4. As discussed later, the ALJ Decision incorrectly cited this provision as section 483.10(d)(3).
5. We do not identify the additional participation requirements with which HCFA found Price Hill non-compliant since the ALJ found that HCFA had failed to establish a prima facie case of noncompliance with those requirements and on appeal HCFA did not challenge the ALJ's findings to that effect.
6. The ALJ Decision cited directly to the tag numbers in HCFA's Statement of Deficiencies corresponding to certain Life Safety Code requirements, and did not cite section 483.70(a).
7. The summary below of the undisputed facts is drawn from the ALJ Decision and the record before the ALJ.
8. The WanderGuard instructions provided in part:
HCFA Ex. 39, at 2.
9. The ALJ's discussion of this finding incorrectly identifies the issue as "whether it was likely that a resident would suffer serious injury, harm, impairment, or death." ALJ Decision at 14 (emphasis in original). This is the basis for determining whether a deficiency posed immediate jeopardy, a question which is not raised unless it has been determined that a deficiency existed. Nevertheless, this misstatement of the issue constitutes harmless error since the ALJ's determination that there was no risk of any harm to a resident is a proper basis for finding substantial compliance.
10. Price Hill's plan of correction referred to a "wanderguard system." HCFA Ex. 3, at 17. One of the surveyors testified that this was the basis for her belief that Price Hill used WanderGuard alarm bracelets. Tr. at 176. However, as the ALJ indicated at the hearing, Price Hill might have been using this term in a generic sense. See Tr. at 188.
11. HCFA claimed that the ALJ's emphasis on the fact that the bracelets did not malfunction from September 4 through September 23 was misplaced. HCFA stated that the emphasis should instead be on whether Price Hill had taken steps to assure that the alarm bracelets would continue to work in the future since the regulation requires a facility to prevent accidents. As discussed below, however, there is substantial evidence to support the ALJ's determination that the bracelets did not need to be tested to assure their continued reliability.
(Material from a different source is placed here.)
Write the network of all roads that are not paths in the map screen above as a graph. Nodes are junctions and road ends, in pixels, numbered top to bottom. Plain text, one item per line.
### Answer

12. Although HCFA in its appeal questioned the logic of concluding that the alarm bracelets were working because alarms were routinely heard, HCFA did not cross-examine Ms. Schoemaker on this point or introduce its own witness to address it.
13. The background information provided below is drawn from the undisputed facts in the record since the ALJ Decision does not contain any background information or discuss any evidence in support of these findings.
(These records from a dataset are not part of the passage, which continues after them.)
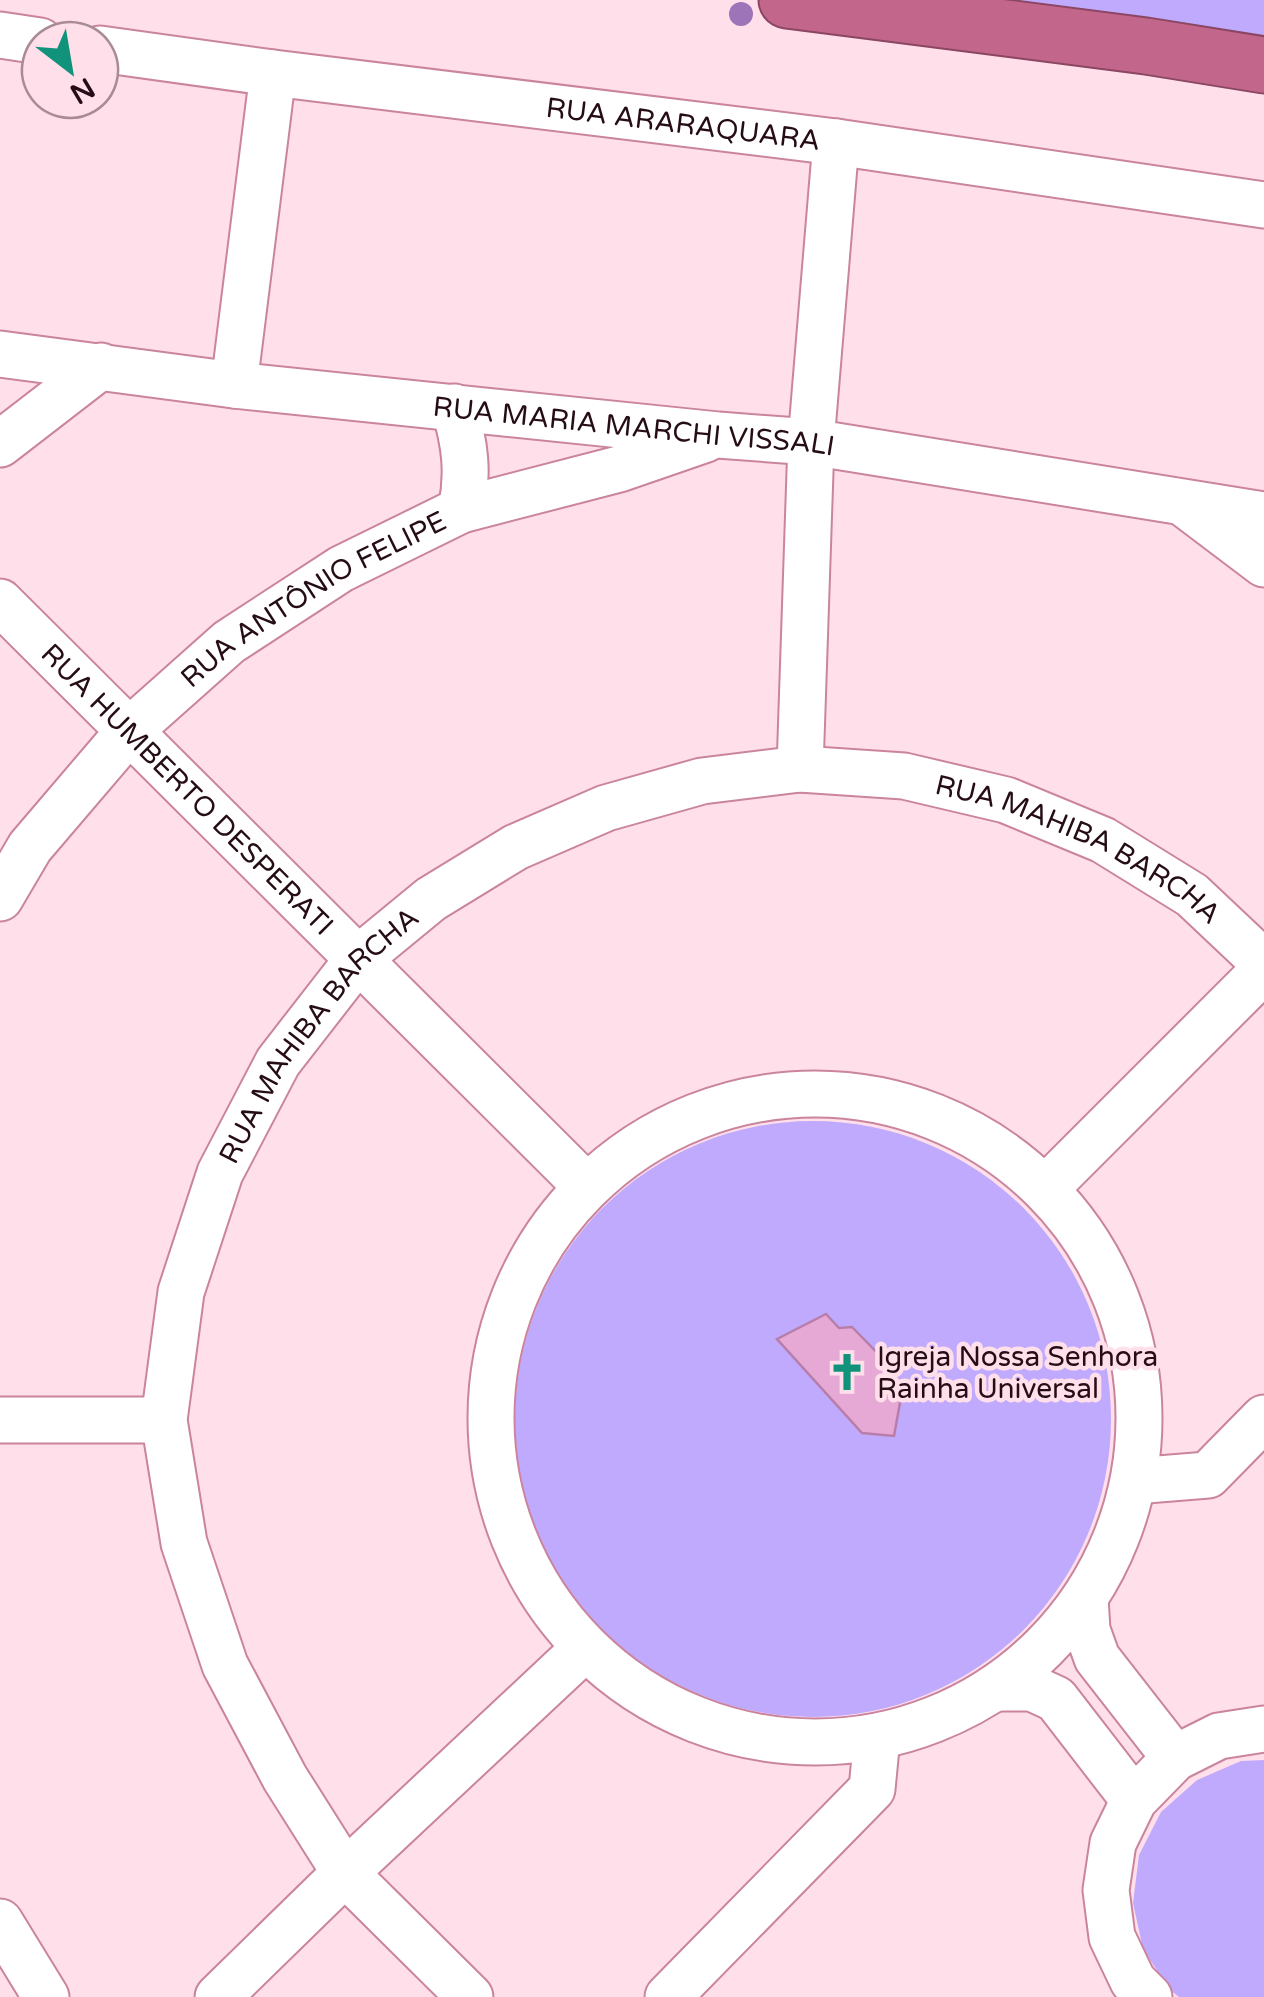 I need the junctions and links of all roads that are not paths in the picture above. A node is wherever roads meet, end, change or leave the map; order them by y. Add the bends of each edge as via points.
1 (786, 0) edge
2 (120, 52) edge
3 (1264, 65) edge
4 (273, 73) junction
5 (836, 142) junction
6 (1264, 206) edge
7 (0, 354) edge
8 (101, 366) junction
9 (234, 384) junction
10 (454, 407) junction
11 (718, 435) junction
12 (811, 442) junction
13 (0, 444) edge
14 (1179, 500) junction
15 (461, 510) junction
16 (1264, 516) edge
17 (1264, 564) edge
18 (0, 602) edge
19 (129, 730) junction
20 (800, 769) junction
21 (0, 898) edge
22 (358, 959) junction
23 (1264, 966) edge
24 (587, 1187) junction
25 (1046, 1188) junction
26 (1264, 1418) edge
27 (0, 1420) edge
28 (164, 1420) junction
29 (1134, 1481) junction
30 (1085, 1598) junction
31 (584, 1648) junction
32 (995, 1688) junction
33 (1264, 1729) edge
34 (877, 1736) junction
35 (1175, 1758) junction
36 (1134, 1800) junction
37 (345, 1873) junction
38 (0, 1922) edge
39 (1133, 1992) edge
40 (46, 1997) edge
41 (218, 1997) edge
42 (470, 1997) edge
43 (668, 1997) edge

1 - 3 highway
2 - 4 street, RUA ARARAQUARA
4 - 5 street, RUA ARARAQUARA
4 - 9 street
5 - 6 street, RUA ARARAQUARA
5 - 12 street
7 - 8 street, RUA MARIA MARCHI VISSALI
8 - 9 street, RUA MARIA MARCHI VISSALI
8 - 13 street
9 - 10 street, RUA MARIA MARCHI VISSALI
10 - 11 street, RUA MARIA MARCHI VISSALI
10 - 15 street via 466,460
11 - 12 street, RUA MARIA MARCHI VISSALI
11 - 15 street, RUA ANTÔNIO FELIPE via 618,470
12 - 14 street, RUA MARIA MARCHI VISSALI
12 - 20 street
14 - 16 street, RUA MARIA MARCHI VISSALI
14 - 17 street
15 - 19 street, RUA ANTÔNIO FELIPE via 340,568 229,642
18 - 19 street, RUA HUMBERTO DESPERATI
19 - 21 street, RUA ANTÔNIO FELIPE via 30,847
19 - 22 street, RUA HUMBERTO DESPERATI
20 - 22 street, RUA MAHIBA BARCHA via 702,782 606,808 516,847 431,899
20 - 23 street, RUA MAHIBA BARCHA via 904,776 1006,800 1103,840 1192,894
22 - 24 street, RUA HUMBERTO DESPERATI
22 - 28 street, RUA MAHIBA BARCHA via 278,1062 220,1173 181,1292
23 - 25 street
24 - 25 street via 636,1147 693,1118 754,1099 817,1094 880,1099 940,1118 996,1148
24 - 31 street via 546,1236 515,1292 496,1354 489,1418 495,1481 513,1543 543,1599
25 - 29 street via 1086,1237 1116,1293 1134,1354 1140,1417
26 - 29 street via 1208,1475
27 - 28 street
28 - 37 street, RUA MAHIBA BARCHA via 184,1543 225,1665 284,1778
29 - 30 street via 1115,1542
30 - 32 street via 1044,1647
30 - 35 street via 1098,1658
31 - 34 street via 633,1689 689,1718 750,1737 814,1743
31 - 37 street
32 - 34 street via 938,1718
32 - 36 street via 1032,1688 1056,1699
33 - 35 street via 1218,1736
34 - 43 street via 872,1789
35 - 36 street
36 - 39 street via 1113,1843 1106,1890 1112,1937
37 - 41 street
37 - 42 street, RUA MAHIBA BARCHA
38 - 40 street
14. It is also possible to view this (as well as Price Hill's argument regarding some of the other participation requirements discussed below) as an argument that the deficiency did not have a potential for more than minimal harm, in which case a CMP could not properly be imposed. However, the regulations permit a provider to challenge the level of noncompliance found by HCFA only in limited circumstances not present here. 42 C.F.R. § 498.3(b)(14).
15. Scabies is a highly contagious mite transmissible via skin-to-skin contact or contact with an inanimate object that an affected person has used within the past 24 hours. Tr. at 200.
16. Price Hill's brief mistakenly referred to Tag K-21 rather than Tag K-46, which involves emergency lighting.